Each one of these stories ends with a celebration, a shepherd who rejoices when he finds his sheep, a woman who throws a party for all her neighbors when she shakes out the cushions and finds her coin, a father who kills the fatted calf, invites his hired hands and his friends to celebrate because life has come out of death, what was lost has been found.

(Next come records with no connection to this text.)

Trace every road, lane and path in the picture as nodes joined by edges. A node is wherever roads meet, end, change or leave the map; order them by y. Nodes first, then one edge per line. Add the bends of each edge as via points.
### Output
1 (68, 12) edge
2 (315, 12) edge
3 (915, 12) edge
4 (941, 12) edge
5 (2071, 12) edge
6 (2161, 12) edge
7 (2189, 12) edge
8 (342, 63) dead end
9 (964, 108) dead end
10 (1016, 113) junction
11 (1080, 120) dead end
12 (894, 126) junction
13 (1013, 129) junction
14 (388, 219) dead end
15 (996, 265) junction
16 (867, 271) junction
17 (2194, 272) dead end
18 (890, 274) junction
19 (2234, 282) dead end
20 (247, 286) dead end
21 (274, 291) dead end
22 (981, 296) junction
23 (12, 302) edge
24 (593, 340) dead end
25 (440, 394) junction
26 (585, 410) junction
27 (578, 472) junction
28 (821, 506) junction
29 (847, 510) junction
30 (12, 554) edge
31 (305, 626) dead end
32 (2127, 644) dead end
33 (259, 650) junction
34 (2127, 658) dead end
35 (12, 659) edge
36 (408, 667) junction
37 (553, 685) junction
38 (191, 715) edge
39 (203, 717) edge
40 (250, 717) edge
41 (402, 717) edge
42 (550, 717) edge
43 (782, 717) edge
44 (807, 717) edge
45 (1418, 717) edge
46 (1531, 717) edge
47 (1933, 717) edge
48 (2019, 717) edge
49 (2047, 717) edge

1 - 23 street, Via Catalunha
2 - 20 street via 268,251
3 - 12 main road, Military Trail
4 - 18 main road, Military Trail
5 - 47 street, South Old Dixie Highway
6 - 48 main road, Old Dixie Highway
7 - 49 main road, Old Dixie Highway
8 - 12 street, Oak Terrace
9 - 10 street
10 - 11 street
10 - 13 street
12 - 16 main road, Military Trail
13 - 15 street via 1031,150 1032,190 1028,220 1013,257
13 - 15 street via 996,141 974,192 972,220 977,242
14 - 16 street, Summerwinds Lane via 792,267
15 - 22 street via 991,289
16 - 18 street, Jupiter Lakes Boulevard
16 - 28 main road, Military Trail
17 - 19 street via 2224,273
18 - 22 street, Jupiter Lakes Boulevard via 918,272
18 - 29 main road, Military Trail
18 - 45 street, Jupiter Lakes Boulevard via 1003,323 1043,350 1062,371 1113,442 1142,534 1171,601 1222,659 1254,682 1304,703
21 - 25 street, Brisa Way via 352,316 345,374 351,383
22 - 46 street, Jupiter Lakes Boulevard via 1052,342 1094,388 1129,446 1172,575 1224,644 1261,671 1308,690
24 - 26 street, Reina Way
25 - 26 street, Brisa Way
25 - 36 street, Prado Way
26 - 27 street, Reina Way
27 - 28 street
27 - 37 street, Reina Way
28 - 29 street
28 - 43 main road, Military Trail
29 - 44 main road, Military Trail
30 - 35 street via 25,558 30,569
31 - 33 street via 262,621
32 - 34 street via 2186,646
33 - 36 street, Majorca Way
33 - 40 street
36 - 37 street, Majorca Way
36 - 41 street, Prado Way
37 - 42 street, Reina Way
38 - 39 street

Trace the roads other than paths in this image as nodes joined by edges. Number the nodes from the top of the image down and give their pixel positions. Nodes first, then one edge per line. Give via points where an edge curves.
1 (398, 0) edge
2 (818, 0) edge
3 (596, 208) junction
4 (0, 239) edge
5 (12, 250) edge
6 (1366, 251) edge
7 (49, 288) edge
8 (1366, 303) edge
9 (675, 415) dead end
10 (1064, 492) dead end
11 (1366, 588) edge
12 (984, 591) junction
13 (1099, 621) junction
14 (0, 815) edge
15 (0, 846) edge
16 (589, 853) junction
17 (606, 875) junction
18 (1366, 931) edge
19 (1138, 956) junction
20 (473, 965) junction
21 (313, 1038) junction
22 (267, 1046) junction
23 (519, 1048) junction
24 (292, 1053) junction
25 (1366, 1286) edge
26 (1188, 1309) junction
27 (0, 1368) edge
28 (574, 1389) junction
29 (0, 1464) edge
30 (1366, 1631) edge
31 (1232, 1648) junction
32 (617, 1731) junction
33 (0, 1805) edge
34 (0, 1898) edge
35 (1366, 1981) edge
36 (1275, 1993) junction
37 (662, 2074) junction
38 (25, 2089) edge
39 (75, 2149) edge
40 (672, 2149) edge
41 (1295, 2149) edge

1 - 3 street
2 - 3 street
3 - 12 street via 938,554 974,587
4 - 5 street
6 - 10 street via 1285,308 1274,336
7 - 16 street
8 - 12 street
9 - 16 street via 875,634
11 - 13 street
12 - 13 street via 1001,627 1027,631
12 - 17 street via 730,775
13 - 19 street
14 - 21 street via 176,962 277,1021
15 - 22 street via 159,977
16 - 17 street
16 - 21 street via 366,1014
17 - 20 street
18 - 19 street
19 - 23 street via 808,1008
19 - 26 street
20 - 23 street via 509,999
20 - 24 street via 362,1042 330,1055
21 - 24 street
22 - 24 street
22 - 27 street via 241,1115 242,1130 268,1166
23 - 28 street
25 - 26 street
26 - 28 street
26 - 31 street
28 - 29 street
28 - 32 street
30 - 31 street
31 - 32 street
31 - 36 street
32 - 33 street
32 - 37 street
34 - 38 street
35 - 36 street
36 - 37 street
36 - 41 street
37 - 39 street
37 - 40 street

We don’t know how this story ends, the best parables never tell us.  We don’t know if that older brother waits outside with a scowl on his face and envy in his heart.  We don’t know if that younger son becomes a different man because he has been wrapped in this kind of lavish love.  I don’t know what will happen at the trial or a family who has lost a son.  I don’t know if they will be surprised when even if there is grief, even if there is shame, there is also the possibility that they will know laughter again.  But I do know that God is a God who searches diligently for us, who will find us no matter how far away we have gone, who will find us even when we believe all we are is dead so that we might have life. Someone reminded me this past week that from the cross, Jesus doesn’t say to the thief, “You are going to be forgiven or see you at dinner but rather, you will be with me in paradise.”  God keeps on throwing parties, keeps on running down the road even when we are far off and keeps on inviting us home because there is always room, there is always a place, and there is always abundant grace and mercy to be shared.  We had to celebrate, he says, because the one who once was dead is alive, the one who was lost, has been found.  Amen, and thanks be to God.